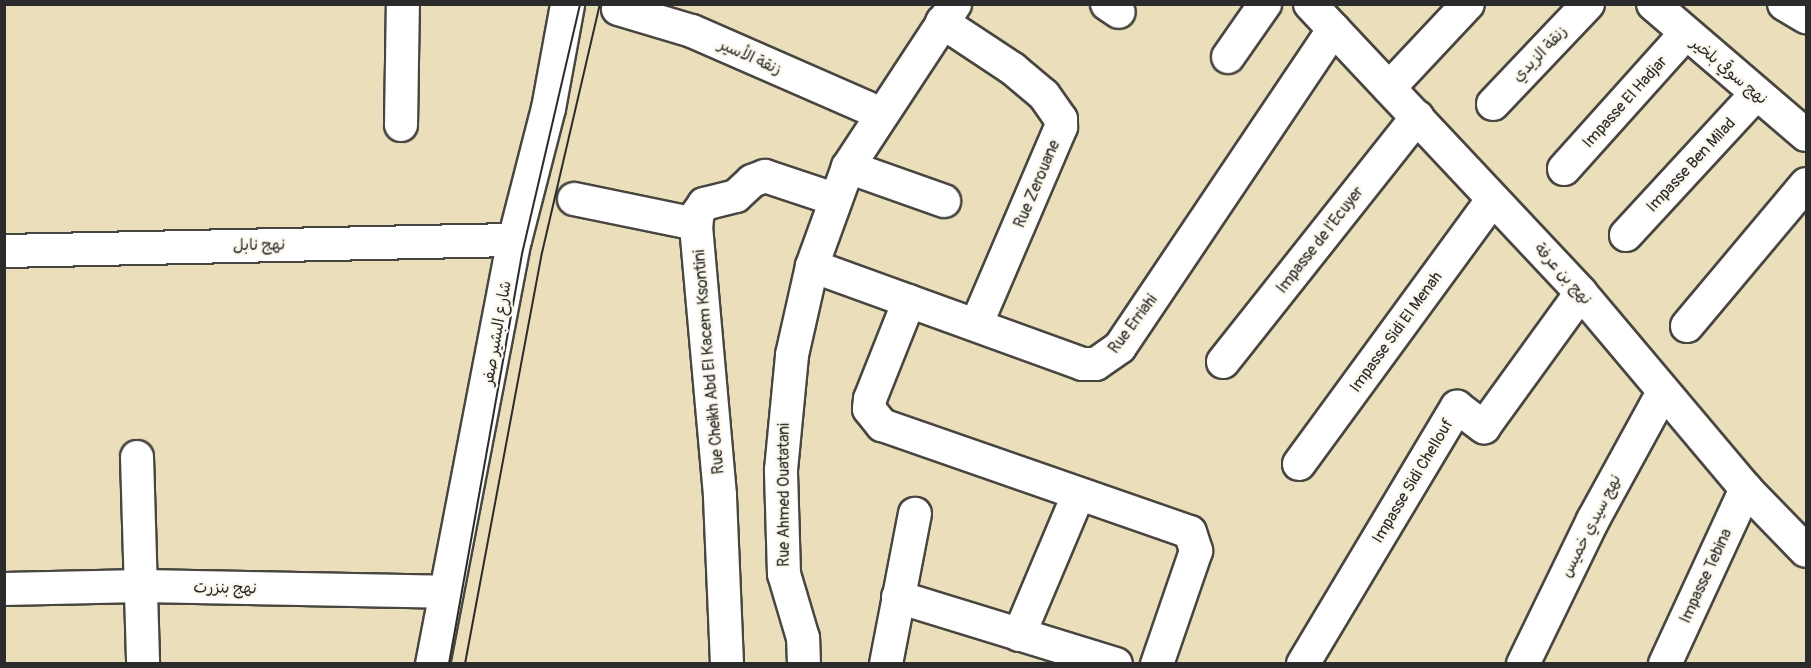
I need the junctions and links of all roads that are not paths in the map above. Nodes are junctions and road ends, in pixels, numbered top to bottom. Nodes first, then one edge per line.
1 (403, 4) edge
2 (567, 4) edge
3 (1265, 4) edge
4 (1310, 4) edge
5 (1468, 4) edge
6 (1588, 4) edge
7 (1784, 4) edge
8 (618, 9) dead end
9 (948, 13) edge
10 (1675, 17) edge
11 (1806, 17) edge
12 (1334, 29) junction
13 (1228, 57) dead end
14 (1389, 88) junction
15 (1756, 94) junction
16 (1493, 104) dead end
17 (880, 113) junction
18 (1417, 117) junction
19 (401, 125) dead end
20 (1806, 135) edge
21 (848, 167) junction
22 (1564, 170) dead end
23 (1806, 184) edge
24 (574, 199) dead end
25 (834, 199) junction
26 (1493, 199) junction
27 (944, 201) dead end
28 (696, 224) junction
29 (1626, 235) dead end
30 (514, 240) junction
31 (4, 251) edge
32 (812, 266) junction
33 (1581, 293) junction
34 (909, 302) junction
35 (976, 326) junction
36 (1687, 326) dead end
37 (1222, 362) dead end
38 (1663, 392) junction
39 (137, 457) dead end
40 (1299, 464) dead end
41 (1746, 489) junction
42 (1077, 495) junction
43 (915, 514) dead end
44 (1806, 552) edge
45 (142, 586) junction
46 (4, 589) edge
47 (445, 592) junction
48 (898, 597) junction
49 (1019, 635) junction
50 (143, 663) edge
51 (432, 663) edge
52 (727, 663) edge
53 (804, 663) edge
54 (886, 663) edge
55 (1116, 663) edge
56 (1158, 663) edge
57 (1303, 663) edge
58 (1523, 663) edge
59 (1665, 663) edge

1 - 19 street
2 - 30 street, شارع البشير صفر
3 - 13 street
4 - 12 street, نهج بن عرفة
5 - 14 street
6 - 16 street, زنقة الزيدي
7 - 11 street
8 - 17 street, زنقة الأسير
9 - 17 street, Rue Ahmed Ouatatani
9 - 35 street, Rue Zerouane
10 - 15 street, نهج سوقي بلخير
10 - 22 street, Impasse El Hadjar
12 - 14 street, نهج بن عرفة
12 - 35 street, Rue Erriahi
14 - 18 street, نهج بن عرفة
15 - 20 street, نهج سوقي بلخير
15 - 29 street, Impasse Ben Milad
17 - 21 street, Rue Ahmed Ouatatani
18 - 26 street, نهج بن عرفة
18 - 37 street, Impasse de l'Ecuyer
21 - 25 street, Rue Ahmed Ouatatani
21 - 27 street
23 - 36 street
24 - 28 street
25 - 28 street
25 - 32 street, Rue Ahmed Ouatatani
26 - 33 street, نهج بن عرفة
26 - 40 street, Impasse Sidi El Menah
28 - 52 street, Rue Cheikh Abd El Kacem Ksontini
30 - 31 street, نهج نابل
30 - 47 street, شارع البشير صفر
32 - 34 street, Rue Erriahi
32 - 53 street, Rue Ahmed Ouatatani
33 - 38 street, نهج بن عرفة
33 - 57 street, Impasse Sidi Chellouf
34 - 35 street, Rue Erriahi
34 - 42 street
38 - 41 street, نهج بن عرفة
38 - 58 street, نهج سيدي خميس
39 - 45 street
41 - 44 street, نهج بن عرفة
41 - 59 street, Impasse Tebina
42 - 49 street
42 - 56 street
43 - 48 street
45 - 46 street, نهج بنزرت
45 - 47 street, نهج بنزرت
45 - 50 street
47 - 51 street, شارع البشير صفر
48 - 49 street
48 - 54 street
49 - 55 street

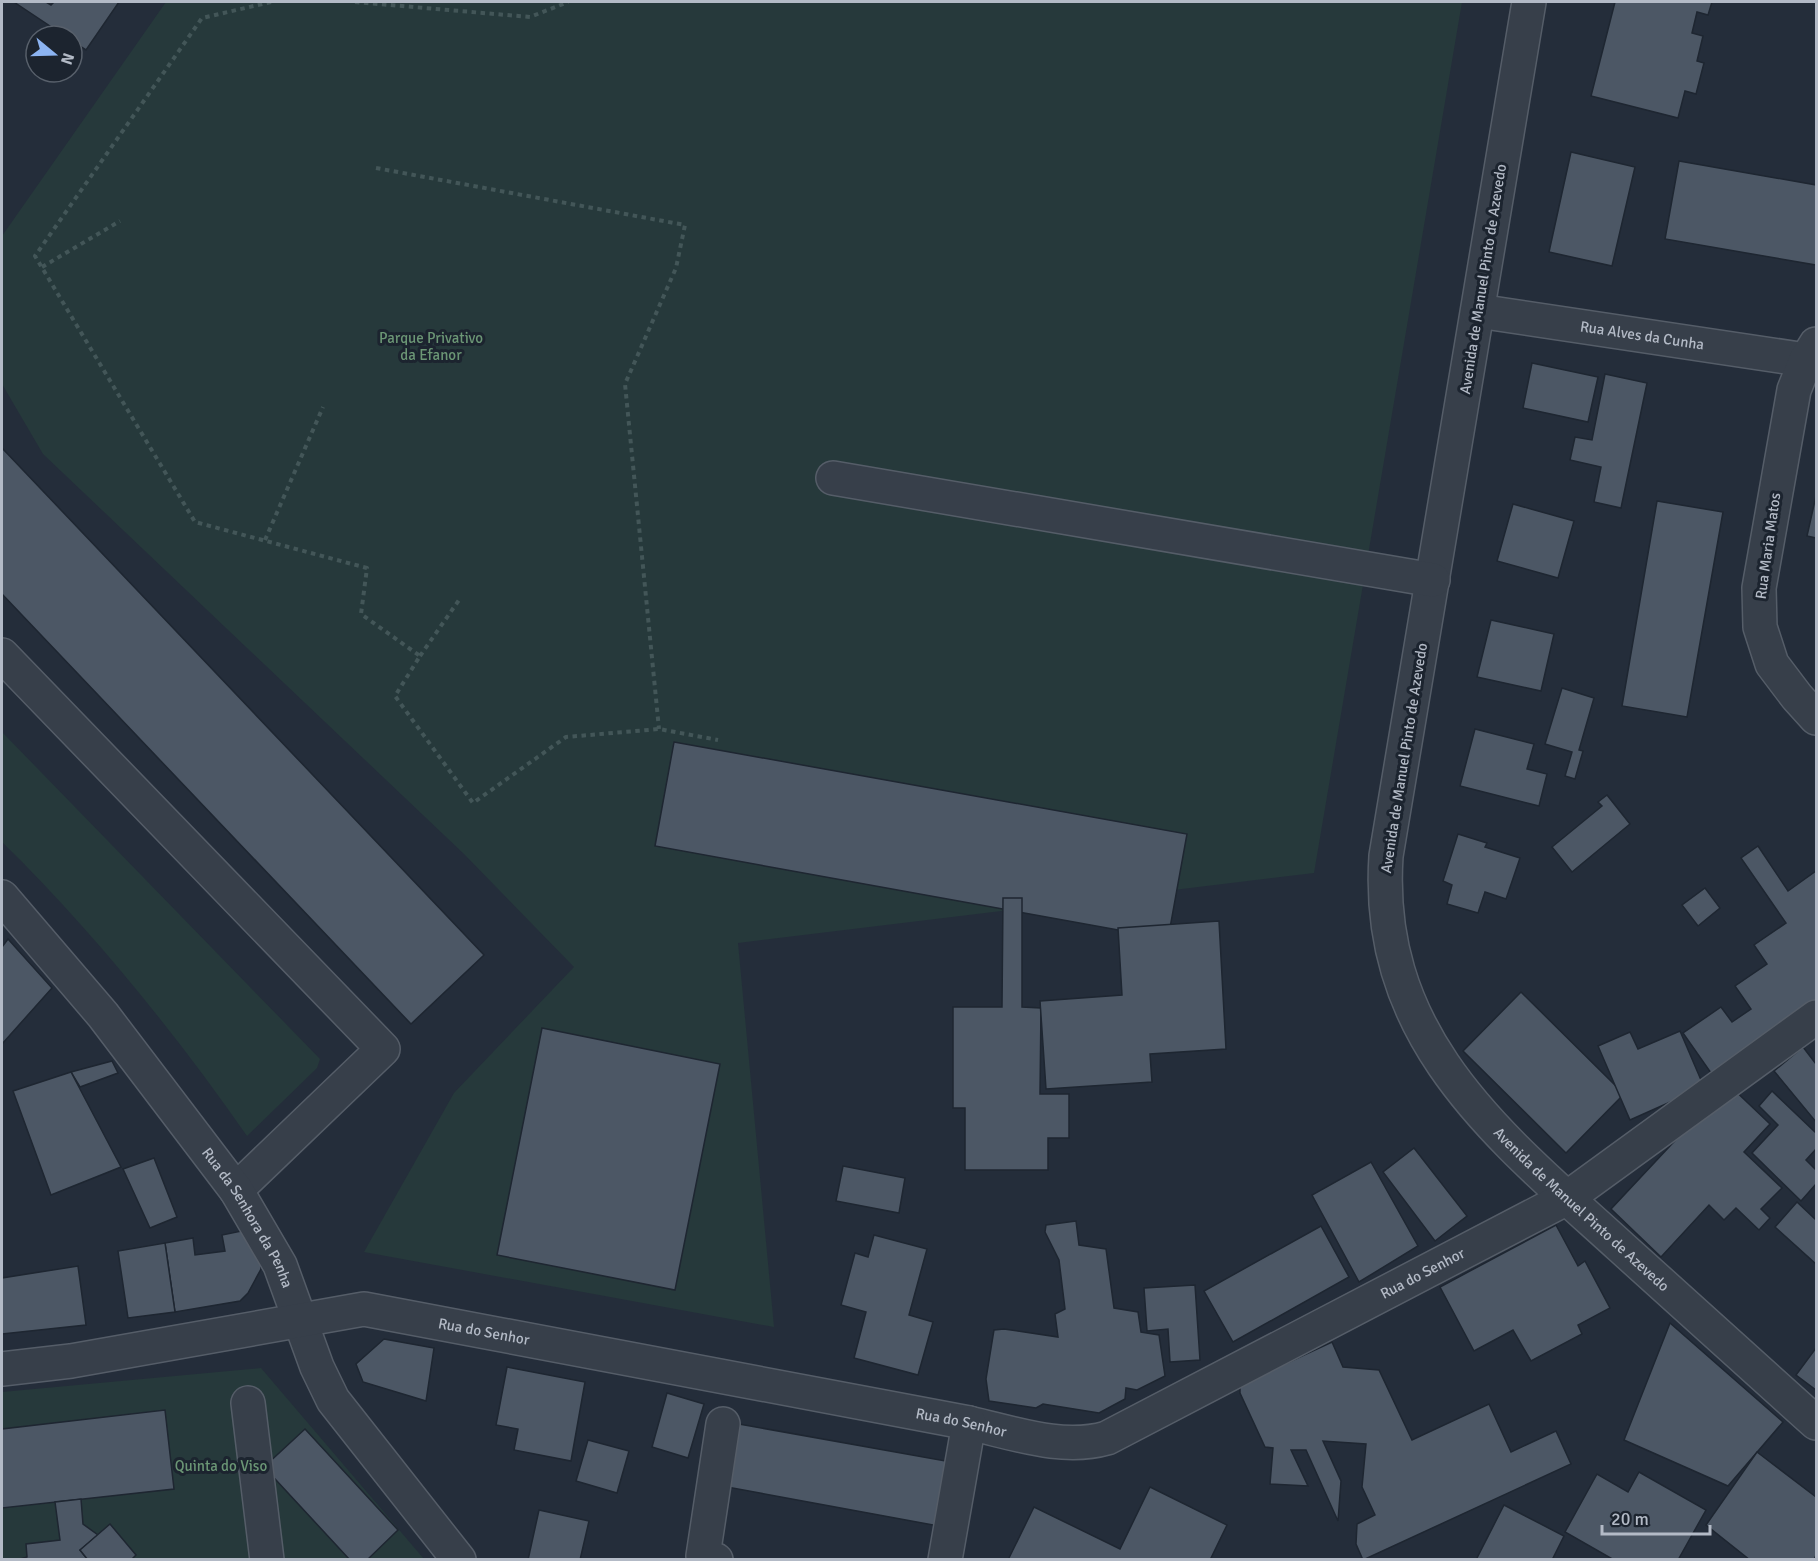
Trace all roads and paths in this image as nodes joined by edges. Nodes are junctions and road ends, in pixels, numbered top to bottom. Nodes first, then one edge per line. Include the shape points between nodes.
1 (271, 2) edge
2 (355, 2) edge
3 (568, 2) edge
4 (1529, 2) edge
5 (376, 168) dead end
6 (120, 221) dead end
7 (42, 267) junction
8 (1478, 311) junction
9 (1811, 352) edge
10 (1805, 393) edge
11 (323, 407) dead end
12 (833, 478) dead end
13 (264, 540) junction
14 (1432, 580) junction
15 (459, 600) dead end
16 (2, 655) edge
17 (420, 656) junction
18 (1816, 718) edge
19 (659, 729) junction
20 (718, 740) dead end
21 (2, 897) edge
22 (1816, 1017) edge
23 (237, 1190) junction
24 (1567, 1198) junction
25 (299, 1320) junction
26 (2, 1369) edge
27 (248, 1403) dead end
28 (969, 1423) junction
29 (1816, 1423) edge
30 (723, 1424) dead end
31 (267, 1560) edge
32 (459, 1560) edge
33 (716, 1560) edge
34 (945, 1560) edge

1 - 7 path via 202,18 35,256
2 - 3 path via 530,17
4 - 8 street, Avenida de Manuel Pinto de Azevedo
5 - 19 path via 685,225 676,268 625,384
6 - 7 path
7 - 13 path via 195,522
8 - 9 street, Rua Alves da Cunha
8 - 14 street, Avenida de Manuel Pinto de Azevedo
9 - 10 street, Rua Maria Matos
10 - 18 street, Rua Maria Matos via 1760,588 1760,627 1772,664
11 - 13 path
12 - 14 street
13 - 17 path via 367,568 361,614
14 - 24 street, Avenida de Manuel Pinto de Azevedo via 1386,856 1383,893 1396,972 1415,1016 1451,1079
15 - 17 path
16 - 23 street via 383,1049
17 - 19 path via 395,696 473,803 566,737
19 - 20 path
21 - 23 street, Rua da Senhora da Penha via 103,1015
22 - 24 street, Rua do Senhor
23 - 25 street, Rua da Senhora da Penha via 280,1265
24 - 28 street, Rua do Senhor via 1107,1438 1068,1444
24 - 29 street, Avenida de Manuel Pinto de Azevedo
25 - 26 street, Rua do Senhor via 82,1359
25 - 28 street, Rua do Senhor via 364,1309
25 - 32 street, Rua da Senhora da Penha via 333,1400
27 - 31 street
28 - 34 street
30 - 33 street via 703,1556

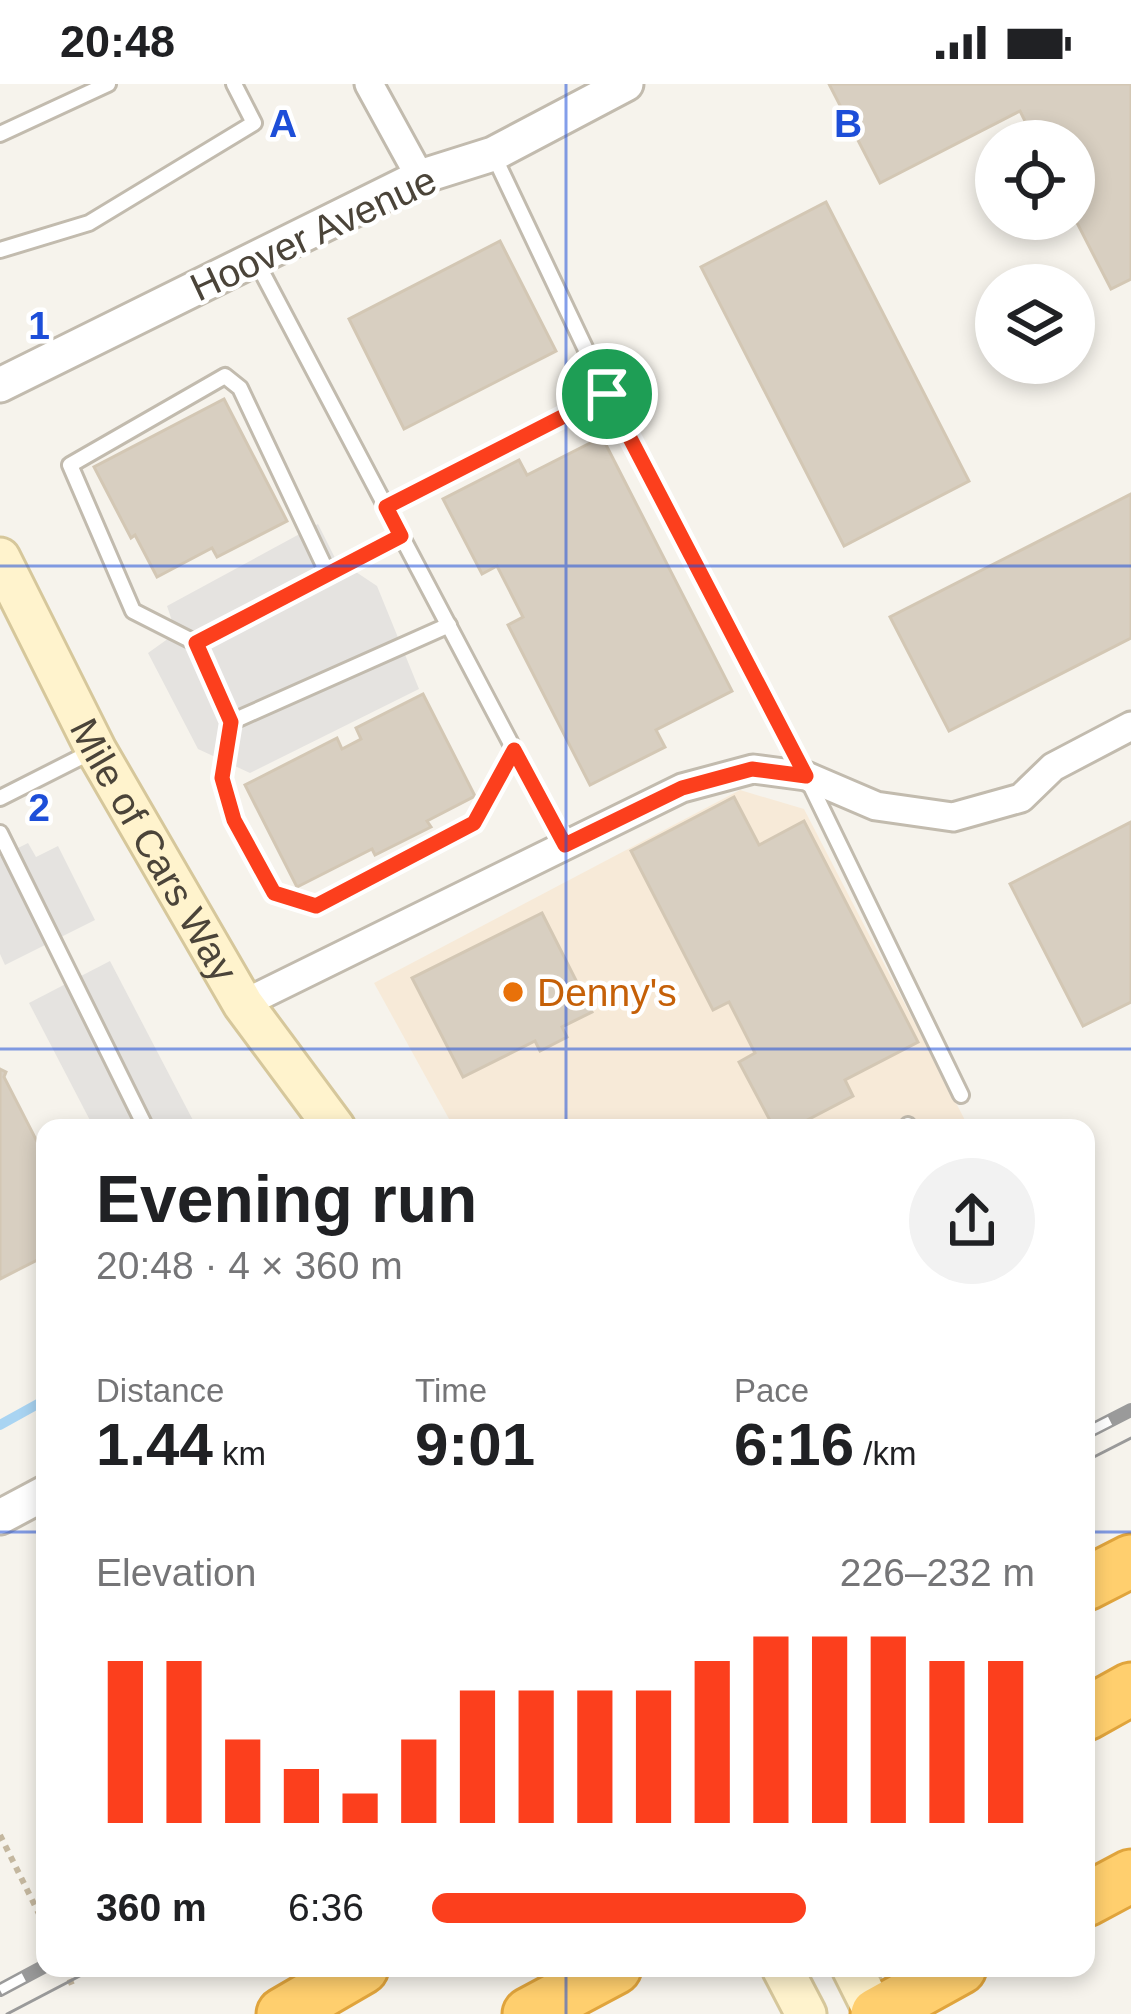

*****

*ASSIGNED TASK*
All of the entries above need to be transcribed exactly, except for the pictures.

*EXERCISE SOLUTION*
I need the junctions and links of all roads that are not paths in the map above. Nodes are junctions and road ends, in pixels, numbered top to bottom. Nodes first, then one edge per line.
1 (403, 4) edge
2 (567, 4) edge
3 (1265, 4) edge
4 (1310, 4) edge
5 (1468, 4) edge
6 (1588, 4) edge
7 (1784, 4) edge
8 (618, 9) dead end
9 (948, 13) edge
10 (1675, 17) edge
11 (1806, 17) edge
12 (1334, 29) junction
13 (1228, 57) dead end
14 (1389, 88) junction
15 (1756, 94) junction
16 (1493, 104) dead end
17 (880, 113) junction
18 (1417, 117) junction
19 (401, 125) dead end
20 (1806, 135) edge
21 (848, 167) junction
22 (1564, 170) dead end
23 (1806, 184) edge
24 (574, 199) dead end
25 (834, 199) junction
26 (1493, 199) junction
27 (944, 201) dead end
28 (696, 224) junction
29 (1626, 235) dead end
30 (514, 240) junction
31 (4, 251) edge
32 (812, 266) junction
33 (1581, 293) junction
34 (909, 302) junction
35 (976, 326) junction
36 (1687, 326) dead end
37 (1222, 362) dead end
38 (1663, 392) junction
39 (137, 457) dead end
40 (1299, 464) dead end
41 (1746, 489) junction
42 (1077, 495) junction
43 (915, 514) dead end
44 (1806, 552) edge
45 (142, 586) junction
46 (4, 589) edge
47 (445, 592) junction
48 (898, 597) junction
49 (1019, 635) junction
50 (143, 663) edge
51 (432, 663) edge
52 (727, 663) edge
53 (804, 663) edge
54 (886, 663) edge
55 (1116, 663) edge
56 (1158, 663) edge
57 (1303, 663) edge
58 (1523, 663) edge
59 (1665, 663) edge

1 - 19 street
2 - 30 street, شارع البشير صفر
3 - 13 street
4 - 12 street, نهج بن عرفة
5 - 14 street
6 - 16 street, زنقة الزيدي
7 - 11 street
8 - 17 street, زنقة الأسير
9 - 17 street, Rue Ahmed Ouatatani
9 - 35 street, Rue Zerouane
10 - 15 street, نهج سوقي بلخير
10 - 22 street, Impasse El Hadjar
12 - 14 street, نهج بن عرفة
12 - 35 street, Rue Erriahi
14 - 18 street, نهج بن عرفة
15 - 20 street, نهج سوقي بلخير
15 - 29 street, Impasse Ben Milad
17 - 21 street, Rue Ahmed Ouatatani
18 - 26 street, نهج بن عرفة
18 - 37 street, Impasse de l'Ecuyer
21 - 25 street, Rue Ahmed Ouatatani
21 - 27 street
23 - 36 street
24 - 28 street
25 - 28 street
25 - 32 street, Rue Ahmed Ouatatani
26 - 33 street, نهج بن عرفة
26 - 40 street, Impasse Sidi El Menah
28 - 52 street, Rue Cheikh Abd El Kacem Ksontini
30 - 31 street, نهج نابل
30 - 47 street, شارع البشير صفر
32 - 34 street, Rue Erriahi
32 - 53 street, Rue Ahmed Ouatatani
33 - 38 street, نهج بن عرفة
33 - 57 street, Impasse Sidi Chellouf
34 - 35 street, Rue Erriahi
34 - 42 street
38 - 41 street, نهج بن عرفة
38 - 58 street, نهج سيدي خميس
39 - 45 street
41 - 44 street, نهج بن عرفة
41 - 59 street, Impasse Tebina
42 - 49 street
42 - 56 street
43 - 48 street
45 - 46 street, نهج بنزرت
45 - 47 street, نهج بنزرت
45 - 50 street
47 - 51 street, شارع البشير صفر
48 - 49 street
48 - 54 street
49 - 55 street

Trace all roads and paths in this image as nodes joined by edges. Nodes are junctions and road ends, in pixels, numbered top to bottom. Nodes first, then one edge per line. Include the shape points between nodes.
1 (271, 2) edge
2 (355, 2) edge
3 (568, 2) edge
4 (1529, 2) edge
5 (376, 168) dead end
6 (120, 221) dead end
7 (42, 267) junction
8 (1478, 311) junction
9 (1811, 352) edge
10 (1805, 393) edge
11 (323, 407) dead end
12 (833, 478) dead end
13 (264, 540) junction
14 (1432, 580) junction
15 (459, 600) dead end
16 (2, 655) edge
17 (420, 656) junction
18 (1816, 718) edge
19 (659, 729) junction
20 (718, 740) dead end
21 (2, 897) edge
22 (1816, 1017) edge
23 (237, 1190) junction
24 (1567, 1198) junction
25 (299, 1320) junction
26 (2, 1369) edge
27 (248, 1403) dead end
28 (969, 1423) junction
29 (1816, 1423) edge
30 (723, 1424) dead end
31 (267, 1560) edge
32 (459, 1560) edge
33 (716, 1560) edge
34 (945, 1560) edge

1 - 7 path via 202,18 35,256
2 - 3 path via 530,17
4 - 8 street, Avenida de Manuel Pinto de Azevedo
5 - 19 path via 685,225 676,268 625,384
6 - 7 path
7 - 13 path via 195,522
8 - 9 street, Rua Alves da Cunha
8 - 14 street, Avenida de Manuel Pinto de Azevedo
9 - 10 street, Rua Maria Matos
10 - 18 street, Rua Maria Matos via 1760,588 1760,627 1772,664
11 - 13 path
12 - 14 street
13 - 17 path via 367,568 361,614
14 - 24 street, Avenida de Manuel Pinto de Azevedo via 1386,856 1383,893 1396,972 1415,1016 1451,1079
15 - 17 path
16 - 23 street via 383,1049
17 - 19 path via 395,696 473,803 566,737
19 - 20 path
21 - 23 street, Rua da Senhora da Penha via 103,1015
22 - 24 street, Rua do Senhor
23 - 25 street, Rua da Senhora da Penha via 280,1265
24 - 28 street, Rua do Senhor via 1107,1438 1068,1444
24 - 29 street, Avenida de Manuel Pinto de Azevedo
25 - 26 street, Rua do Senhor via 82,1359
25 - 28 street, Rua do Senhor via 364,1309
25 - 32 street, Rua da Senhora da Penha via 333,1400
27 - 31 street
28 - 34 street
30 - 33 street via 703,1556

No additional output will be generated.